> **Task**
Pull each line with the string "points" from the entries.

> **Provided records**

+++

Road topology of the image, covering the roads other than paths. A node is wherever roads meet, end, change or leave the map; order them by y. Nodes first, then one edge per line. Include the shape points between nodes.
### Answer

+++

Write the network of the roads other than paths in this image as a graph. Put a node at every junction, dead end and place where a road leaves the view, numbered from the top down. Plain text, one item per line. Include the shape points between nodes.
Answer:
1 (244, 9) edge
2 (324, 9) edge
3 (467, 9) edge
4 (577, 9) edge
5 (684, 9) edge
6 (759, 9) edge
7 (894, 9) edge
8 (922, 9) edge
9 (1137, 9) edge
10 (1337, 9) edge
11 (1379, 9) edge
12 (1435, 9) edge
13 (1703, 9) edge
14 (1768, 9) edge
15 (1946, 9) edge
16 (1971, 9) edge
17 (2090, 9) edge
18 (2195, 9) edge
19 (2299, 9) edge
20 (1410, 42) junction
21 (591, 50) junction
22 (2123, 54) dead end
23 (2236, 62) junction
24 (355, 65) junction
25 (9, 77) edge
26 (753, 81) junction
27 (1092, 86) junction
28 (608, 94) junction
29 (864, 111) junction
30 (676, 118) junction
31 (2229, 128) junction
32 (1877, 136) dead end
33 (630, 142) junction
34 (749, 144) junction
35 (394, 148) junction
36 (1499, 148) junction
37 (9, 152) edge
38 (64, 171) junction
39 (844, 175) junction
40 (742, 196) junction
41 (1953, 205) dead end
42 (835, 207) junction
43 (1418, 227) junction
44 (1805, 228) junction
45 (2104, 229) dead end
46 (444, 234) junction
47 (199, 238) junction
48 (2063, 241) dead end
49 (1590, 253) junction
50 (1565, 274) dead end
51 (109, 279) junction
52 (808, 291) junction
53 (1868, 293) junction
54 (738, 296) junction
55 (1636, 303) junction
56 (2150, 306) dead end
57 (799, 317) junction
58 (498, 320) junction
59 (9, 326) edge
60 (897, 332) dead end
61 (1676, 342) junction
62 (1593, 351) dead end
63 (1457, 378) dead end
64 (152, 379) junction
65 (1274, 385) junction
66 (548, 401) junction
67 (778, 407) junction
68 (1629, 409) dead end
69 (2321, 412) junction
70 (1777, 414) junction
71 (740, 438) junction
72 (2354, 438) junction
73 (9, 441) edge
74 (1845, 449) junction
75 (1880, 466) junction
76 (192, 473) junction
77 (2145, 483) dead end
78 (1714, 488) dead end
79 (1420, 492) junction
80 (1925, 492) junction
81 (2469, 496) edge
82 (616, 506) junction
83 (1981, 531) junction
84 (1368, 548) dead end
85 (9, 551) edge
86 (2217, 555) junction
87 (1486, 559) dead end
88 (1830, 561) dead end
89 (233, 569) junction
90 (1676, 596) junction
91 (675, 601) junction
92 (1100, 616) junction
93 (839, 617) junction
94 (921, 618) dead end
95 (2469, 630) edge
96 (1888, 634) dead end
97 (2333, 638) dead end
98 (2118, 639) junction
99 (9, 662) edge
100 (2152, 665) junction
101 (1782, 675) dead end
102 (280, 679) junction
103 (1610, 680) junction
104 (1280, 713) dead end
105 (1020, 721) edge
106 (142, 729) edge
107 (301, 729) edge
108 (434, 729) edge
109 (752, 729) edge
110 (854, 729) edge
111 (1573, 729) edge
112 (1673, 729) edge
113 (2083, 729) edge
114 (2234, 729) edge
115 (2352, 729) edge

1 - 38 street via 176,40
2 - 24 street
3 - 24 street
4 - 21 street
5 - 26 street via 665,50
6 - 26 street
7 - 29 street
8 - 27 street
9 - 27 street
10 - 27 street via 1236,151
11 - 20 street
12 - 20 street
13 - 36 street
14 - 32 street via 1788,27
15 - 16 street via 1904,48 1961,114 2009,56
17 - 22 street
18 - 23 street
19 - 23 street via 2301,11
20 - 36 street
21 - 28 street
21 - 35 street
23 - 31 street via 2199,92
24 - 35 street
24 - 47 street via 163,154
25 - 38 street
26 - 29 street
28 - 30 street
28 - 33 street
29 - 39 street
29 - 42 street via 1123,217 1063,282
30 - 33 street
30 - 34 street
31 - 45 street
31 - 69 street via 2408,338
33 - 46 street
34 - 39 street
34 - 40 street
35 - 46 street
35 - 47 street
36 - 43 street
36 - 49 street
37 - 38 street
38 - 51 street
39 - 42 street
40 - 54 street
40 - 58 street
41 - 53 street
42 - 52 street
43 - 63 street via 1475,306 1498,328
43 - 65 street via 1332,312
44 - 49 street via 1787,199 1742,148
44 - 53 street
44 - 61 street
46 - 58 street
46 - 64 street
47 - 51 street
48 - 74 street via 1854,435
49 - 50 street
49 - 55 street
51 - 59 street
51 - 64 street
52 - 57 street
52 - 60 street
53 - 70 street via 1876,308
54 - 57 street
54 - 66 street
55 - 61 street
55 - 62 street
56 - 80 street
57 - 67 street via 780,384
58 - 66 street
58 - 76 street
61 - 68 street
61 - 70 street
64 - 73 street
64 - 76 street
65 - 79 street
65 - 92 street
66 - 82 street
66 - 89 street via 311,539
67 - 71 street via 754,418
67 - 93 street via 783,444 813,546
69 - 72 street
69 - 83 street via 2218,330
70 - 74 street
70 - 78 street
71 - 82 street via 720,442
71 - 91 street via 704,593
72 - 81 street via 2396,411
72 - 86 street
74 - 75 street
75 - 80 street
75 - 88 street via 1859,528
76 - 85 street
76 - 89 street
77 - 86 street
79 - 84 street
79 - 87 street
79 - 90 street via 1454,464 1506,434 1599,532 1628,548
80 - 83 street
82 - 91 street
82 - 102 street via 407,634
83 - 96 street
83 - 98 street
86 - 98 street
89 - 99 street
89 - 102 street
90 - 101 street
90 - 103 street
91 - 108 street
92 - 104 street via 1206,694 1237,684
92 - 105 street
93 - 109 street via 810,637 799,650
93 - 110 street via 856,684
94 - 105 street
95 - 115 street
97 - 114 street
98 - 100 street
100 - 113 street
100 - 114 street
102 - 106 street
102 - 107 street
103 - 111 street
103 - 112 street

+++

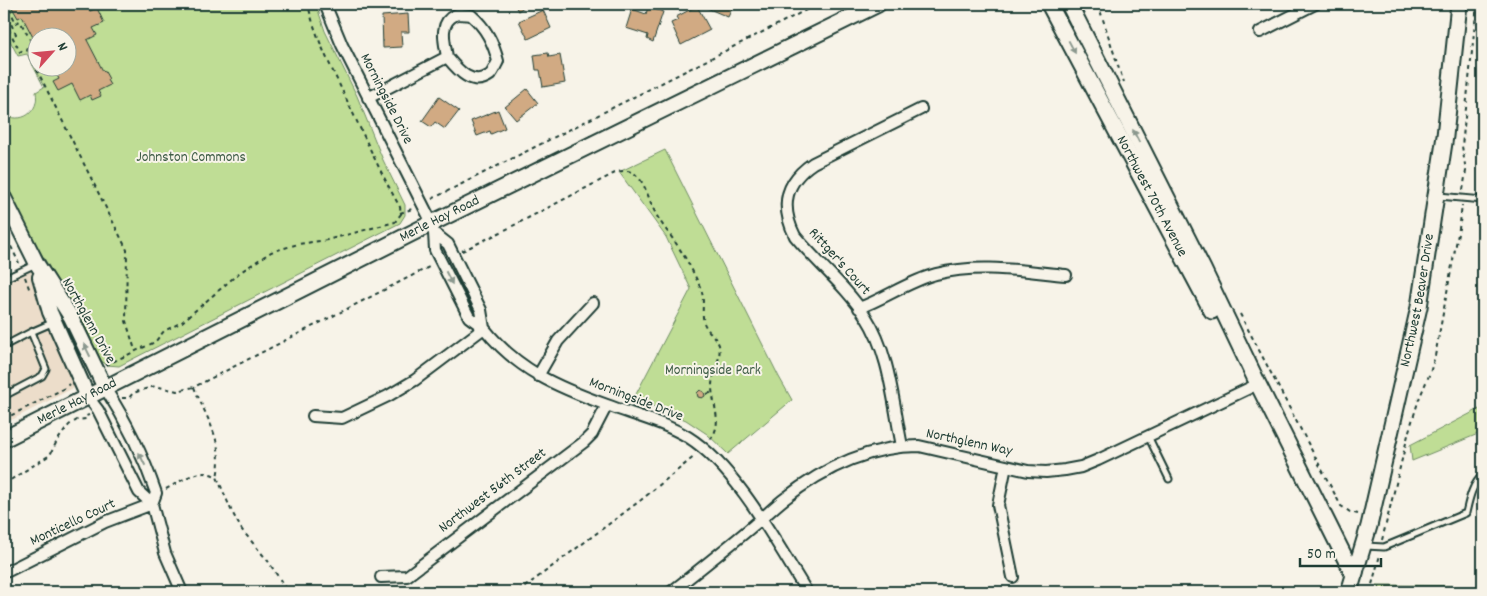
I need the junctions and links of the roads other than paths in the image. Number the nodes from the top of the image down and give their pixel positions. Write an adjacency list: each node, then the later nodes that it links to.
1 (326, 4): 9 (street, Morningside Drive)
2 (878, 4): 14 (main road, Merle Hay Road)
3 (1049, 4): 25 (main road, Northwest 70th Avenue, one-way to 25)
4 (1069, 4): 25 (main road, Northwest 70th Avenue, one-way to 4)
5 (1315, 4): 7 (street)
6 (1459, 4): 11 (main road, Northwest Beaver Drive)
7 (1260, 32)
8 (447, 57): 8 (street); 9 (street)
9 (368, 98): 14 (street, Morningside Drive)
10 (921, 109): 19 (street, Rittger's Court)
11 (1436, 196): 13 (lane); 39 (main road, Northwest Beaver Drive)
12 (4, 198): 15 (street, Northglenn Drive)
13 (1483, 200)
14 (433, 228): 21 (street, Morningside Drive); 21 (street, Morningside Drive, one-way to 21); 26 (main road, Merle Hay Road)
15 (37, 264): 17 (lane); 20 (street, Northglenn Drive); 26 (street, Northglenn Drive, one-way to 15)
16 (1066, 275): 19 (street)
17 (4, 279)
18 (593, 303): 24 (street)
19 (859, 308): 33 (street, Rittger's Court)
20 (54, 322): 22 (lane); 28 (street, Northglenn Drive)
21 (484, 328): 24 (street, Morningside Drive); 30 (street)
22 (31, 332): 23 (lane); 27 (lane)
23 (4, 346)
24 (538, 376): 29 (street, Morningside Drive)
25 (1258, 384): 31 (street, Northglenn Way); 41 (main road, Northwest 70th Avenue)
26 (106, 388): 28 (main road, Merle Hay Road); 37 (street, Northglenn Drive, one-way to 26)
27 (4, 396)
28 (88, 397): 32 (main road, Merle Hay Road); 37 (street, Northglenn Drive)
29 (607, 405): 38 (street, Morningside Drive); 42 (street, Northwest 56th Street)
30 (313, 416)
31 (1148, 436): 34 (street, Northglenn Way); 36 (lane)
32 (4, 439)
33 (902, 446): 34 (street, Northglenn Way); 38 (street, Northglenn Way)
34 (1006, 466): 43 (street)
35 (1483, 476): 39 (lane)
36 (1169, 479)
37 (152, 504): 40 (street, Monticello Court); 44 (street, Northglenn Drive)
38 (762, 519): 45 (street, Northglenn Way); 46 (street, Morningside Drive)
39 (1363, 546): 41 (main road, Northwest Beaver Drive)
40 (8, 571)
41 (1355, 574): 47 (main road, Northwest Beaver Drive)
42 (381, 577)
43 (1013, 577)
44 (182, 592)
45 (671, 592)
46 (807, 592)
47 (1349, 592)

+++

> **Output**
Road topology of the image, covering the roads other than paths. A node is wherever roads meet, end, change or leave the map; order them by y. Nodes first, then one edge per line. Include the shape points between nodes.
Write the network of the roads other than paths in this image as a graph. Put a node at every junction, dead end and place where a road leaves the view, numbered from the top down. Plain text, one item per line. Include the shape points between nodes.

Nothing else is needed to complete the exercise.